Help! I've slowed down and I can't speed up! (SOLVED)

mpark

I'm trying to use clkset to switch my Propeller between rcslow and xtal1+pll16x. This is what I have so far:

_clkmode = xtal1+pll16x
_clkfreq = 80_000_000

pub main | t
  dira[16]~~
  repeat
    clkset(%000_00_001, 20_000) ' rcslow
    
    outa[16]~
    waitcnt(clkfreq * 3 + cnt)

    'clkset(%011_01_001, 20_000)
    'waitcnt(clkfreq / 100 + cnt)
    'clkset(%011_01_111, 80_000_000)

    outa[16]~~
    t := cnt
    repeat until cnt - t => clkfreq * 3

This sets the clock to rcslow and the LED toggles on/off every 3 seconds. So far, so good.

If I uncomment those three commented-out lines, I expect the clock to rev up to 80MHz after 3 seconds, but it doesn't. I see current consumption jump slightly after 3 seconds (from 3.8mA to 4.8mA) but the LED remains off.

What is the correct procedure to switch from rcslow to xtal1+pll16x?

Phil Pilgrim (PhiPi)

mpark wrote:

Help! I've slowed down and I can't speed up!

Well, we're all getting older, after all.

-Phil

Phil Pilgrim (PhiPi)

From the Propeller manual:

In general, it is safe to switch between clock modes by using a single CLKSET command, however, if enabling the Crystal Oscillator circuit (CLK register’s OSCENA bit) it is important to perform the clock mode switch as a three-stage process:

1) First set the CLK register’s PLLENA, OSCENA, OSCM1 and OSCM0 bits as necessary. See CLK Register on page 28 for more information.

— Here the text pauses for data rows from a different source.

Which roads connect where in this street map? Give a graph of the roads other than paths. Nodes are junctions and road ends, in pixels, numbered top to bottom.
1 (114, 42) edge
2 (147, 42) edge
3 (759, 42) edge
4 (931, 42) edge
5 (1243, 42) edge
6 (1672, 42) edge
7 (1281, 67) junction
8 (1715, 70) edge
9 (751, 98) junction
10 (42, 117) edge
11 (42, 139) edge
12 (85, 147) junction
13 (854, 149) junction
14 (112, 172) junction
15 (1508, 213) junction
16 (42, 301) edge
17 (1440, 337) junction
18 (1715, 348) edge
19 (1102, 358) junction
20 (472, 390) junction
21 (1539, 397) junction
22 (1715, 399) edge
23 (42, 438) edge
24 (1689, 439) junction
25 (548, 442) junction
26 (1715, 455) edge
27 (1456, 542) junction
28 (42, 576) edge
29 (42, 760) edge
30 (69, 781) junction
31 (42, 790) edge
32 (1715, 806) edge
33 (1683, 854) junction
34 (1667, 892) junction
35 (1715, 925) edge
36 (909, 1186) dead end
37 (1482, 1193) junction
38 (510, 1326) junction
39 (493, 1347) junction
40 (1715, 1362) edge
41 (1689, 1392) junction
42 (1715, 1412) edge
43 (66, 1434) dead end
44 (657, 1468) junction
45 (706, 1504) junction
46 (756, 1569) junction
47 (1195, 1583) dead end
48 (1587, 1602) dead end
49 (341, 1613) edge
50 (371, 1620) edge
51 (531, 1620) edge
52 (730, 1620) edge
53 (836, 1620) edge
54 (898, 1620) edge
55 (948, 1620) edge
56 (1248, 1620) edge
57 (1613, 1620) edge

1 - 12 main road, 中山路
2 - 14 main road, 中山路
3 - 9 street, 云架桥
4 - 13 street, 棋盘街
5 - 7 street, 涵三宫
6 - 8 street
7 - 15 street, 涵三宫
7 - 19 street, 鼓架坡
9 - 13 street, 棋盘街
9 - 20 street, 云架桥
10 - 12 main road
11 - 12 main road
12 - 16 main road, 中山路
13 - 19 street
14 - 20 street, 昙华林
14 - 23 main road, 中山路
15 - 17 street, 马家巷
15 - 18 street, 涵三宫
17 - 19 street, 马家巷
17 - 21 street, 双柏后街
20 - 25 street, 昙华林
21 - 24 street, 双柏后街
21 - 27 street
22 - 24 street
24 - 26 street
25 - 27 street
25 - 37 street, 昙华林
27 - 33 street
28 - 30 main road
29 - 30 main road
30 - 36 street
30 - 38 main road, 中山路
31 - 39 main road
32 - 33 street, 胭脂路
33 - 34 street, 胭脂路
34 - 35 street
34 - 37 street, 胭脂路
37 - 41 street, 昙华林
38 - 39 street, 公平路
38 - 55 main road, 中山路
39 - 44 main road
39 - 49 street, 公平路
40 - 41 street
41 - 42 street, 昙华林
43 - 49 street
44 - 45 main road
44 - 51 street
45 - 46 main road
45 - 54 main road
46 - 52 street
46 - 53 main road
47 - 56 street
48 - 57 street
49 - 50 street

2) Wait for 10 ms to give the external crystal time to stabilize.

3) Set the CLK register’s CLKSELx bits as necessary to switch the System Clock to the new source.

The above process is only necessary when switching the Crystal Oscillator circuit on. No other clock mode changes require this process if the Crystal Oscillator circuit is left in its current state, either off or on. See the Clock object in the Propeller Library for clock modification and timing methods.

But it looks like you're doing that. Can you verify that you can run at 80MHz out of the gate? IOW is your crystal circuit operational?

-Phil

Phil Pilgrim (PhiPi)

Another thought: your waitcnt(clkfreq / 100 + cnt) isn't guaranteed to be 10 ms, since it relies upon the inexact RC clock circuit. Try doubling the wait time.

-Phil

mpark

Thank you, @"Phil Pilgrim (PhiPi)"! I changed clkfreq / 100 to clkfreq / 50 and it works: the LED toggles every 3 s and while it's off, the current is 3.8 mA, and when it's on, ~23 mA.

I don't suppose there's any way to get that 3.8 mA even lower though, is there?

whicker

Try making any unused, unconnected pins outputs. So they're not flapping in the breeze consuming current. Curious as to the reduction you'll see.

mpark

Ooh, interesting thought, @whicker! I changed dira[16]~~ to dira := $ffff_ffff and the current went up to 4.4 mA and ~24 mA. But then I realized the eeprom is on pins 28 and 29, so I set dira := $cfff_ffff and the current went back to 3.8/23.

whicker

Well, I said unused. So isn't it more like $0fff_ffff since 30 and 31 are also used?

But what board are you using? Are you measuring the current draw of the Propeller chip alone?

mpark

Oh yeah, $0fff_ffff didn't change anything (still 3.8 mA). It's a board of my own "design", just a P1, xtal, eeprom, and voltage regulator. And an LED at the moment. I'm measuring current into the regulator.

Meanwhile, I tried to duplicate my Spin program in SimpleIDE, but strangely I had to divide CLKFREQ by 25 instead of 50:

while (1) {
  clkset(0b00000001, 20000); // rcslow
  low(16);
  waitcnt(CLKFREQ * 3 + CNT);

  clkset(0b01101001, 20000);
  waitcnt(CLKFREQ / 25 + CNT);
  clkset(0b01101111, 80000000);
  
  high(16);
  pause(3000);
}

Same board, but dividing by 50 had the same problem as my first post.
Wondering if anyone has some insight as to why Spin and C differ here.

msrobots

maybe because spin is interpreted and C is compiled.

Mike

mpark

Quite so, @msrobots. I finally came to that conclusion myself. Took me all evening, though

Phil Pilgrim (PhiPi)

On a timescale of tens of millisseconds, and the fact that that both interpreted and compiled code use the native waitcnt instruction, I don't believe that the speed of execution has anything to do with it.

-Phil

Wuerfel_21

Well, for a line like

waitcnt(1000+cnt)

spin takes some ~380 cycles to actually get to the WAITCNT instruction, probably a good bit longer with the divide in there. At RCSLOW, that is a couple milliseconds.

mpark

And the difference between the two waitcnts (20_000 / 25 vs 20_000 / 50) is only 400 clocks, so I have no problem believing that Spin interpreter overhead makes up the difference.

But if Phil has a different theory, I'd love to hear it!

Phil Pilgrim (PhiPi)

mpark wrote:

...I have no problem believing that Spin interpreter overhead makes up the difference.

In retrospect, that seems reasonable.

-Phil